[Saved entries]

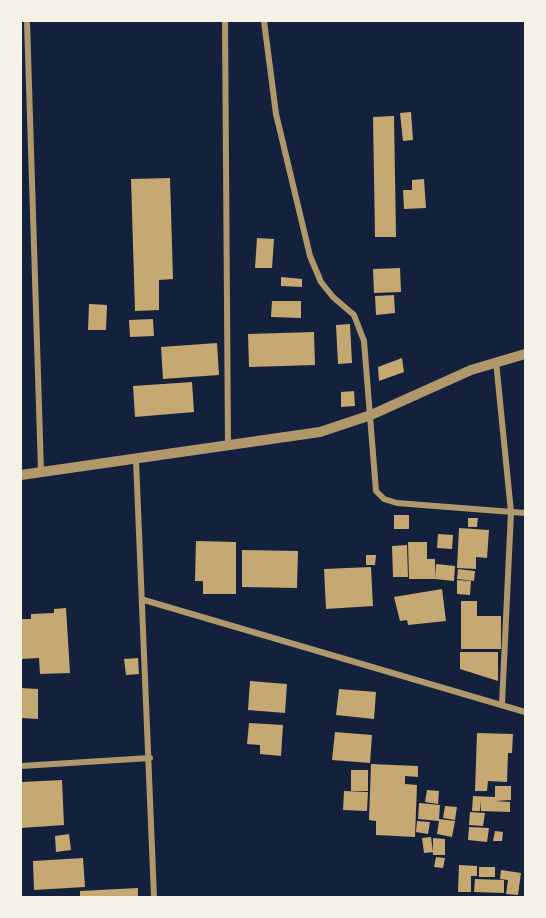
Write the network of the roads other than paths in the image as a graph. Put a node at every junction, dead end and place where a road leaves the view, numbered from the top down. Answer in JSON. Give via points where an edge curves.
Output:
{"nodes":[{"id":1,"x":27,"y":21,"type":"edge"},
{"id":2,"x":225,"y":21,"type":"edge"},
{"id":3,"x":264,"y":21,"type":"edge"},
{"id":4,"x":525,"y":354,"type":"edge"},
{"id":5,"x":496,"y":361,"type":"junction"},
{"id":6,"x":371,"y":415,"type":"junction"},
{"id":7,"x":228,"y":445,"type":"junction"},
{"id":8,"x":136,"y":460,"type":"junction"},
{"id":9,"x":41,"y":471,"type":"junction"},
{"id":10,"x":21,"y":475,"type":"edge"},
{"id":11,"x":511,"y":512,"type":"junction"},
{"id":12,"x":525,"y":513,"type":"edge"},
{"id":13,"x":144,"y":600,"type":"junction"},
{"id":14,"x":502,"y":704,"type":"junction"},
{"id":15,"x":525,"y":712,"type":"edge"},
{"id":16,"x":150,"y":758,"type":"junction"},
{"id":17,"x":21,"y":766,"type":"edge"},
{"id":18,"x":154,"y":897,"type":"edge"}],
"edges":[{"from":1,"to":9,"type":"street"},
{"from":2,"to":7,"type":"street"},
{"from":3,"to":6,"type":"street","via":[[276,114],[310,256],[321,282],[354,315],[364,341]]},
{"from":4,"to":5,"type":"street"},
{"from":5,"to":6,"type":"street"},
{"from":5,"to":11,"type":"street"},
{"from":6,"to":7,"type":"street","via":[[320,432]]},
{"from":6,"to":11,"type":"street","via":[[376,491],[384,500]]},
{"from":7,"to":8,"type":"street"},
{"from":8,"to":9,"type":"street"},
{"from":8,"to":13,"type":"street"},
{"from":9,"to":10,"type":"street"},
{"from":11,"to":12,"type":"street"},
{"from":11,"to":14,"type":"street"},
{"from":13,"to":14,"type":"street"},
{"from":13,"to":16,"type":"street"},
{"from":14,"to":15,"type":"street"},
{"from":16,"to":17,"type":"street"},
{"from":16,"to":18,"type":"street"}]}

* **Task goal**: Find the lines in the records that contain the word "junction", then copy every one of them.

* **Output for this exercise**:
Write the network of the roads other than paths in the image as a graph. Put a node at every junction, dead end and place where a road leaves the view, numbered from the top down. Answer in JSON. Give via points where an edge curves.
{"id":5,"x":496,"y":361,"type":"junction"},
{"id":6,"x":371,"y":415,"type":"junction"},
{"id":7,"x":228,"y":445,"type":"junction"},
{"id":8,"x":136,"y":460,"type":"junction"},
{"id":9,"x":41,"y":471,"type":"junction"},
{"id":11,"x":511,"y":512,"type":"junction"},
{"id":13,"x":144,"y":600,"type":"junction"},
{"id":14,"x":502,"y":704,"type":"junction"},
{"id":16,"x":150,"y":758,"type":"junction"},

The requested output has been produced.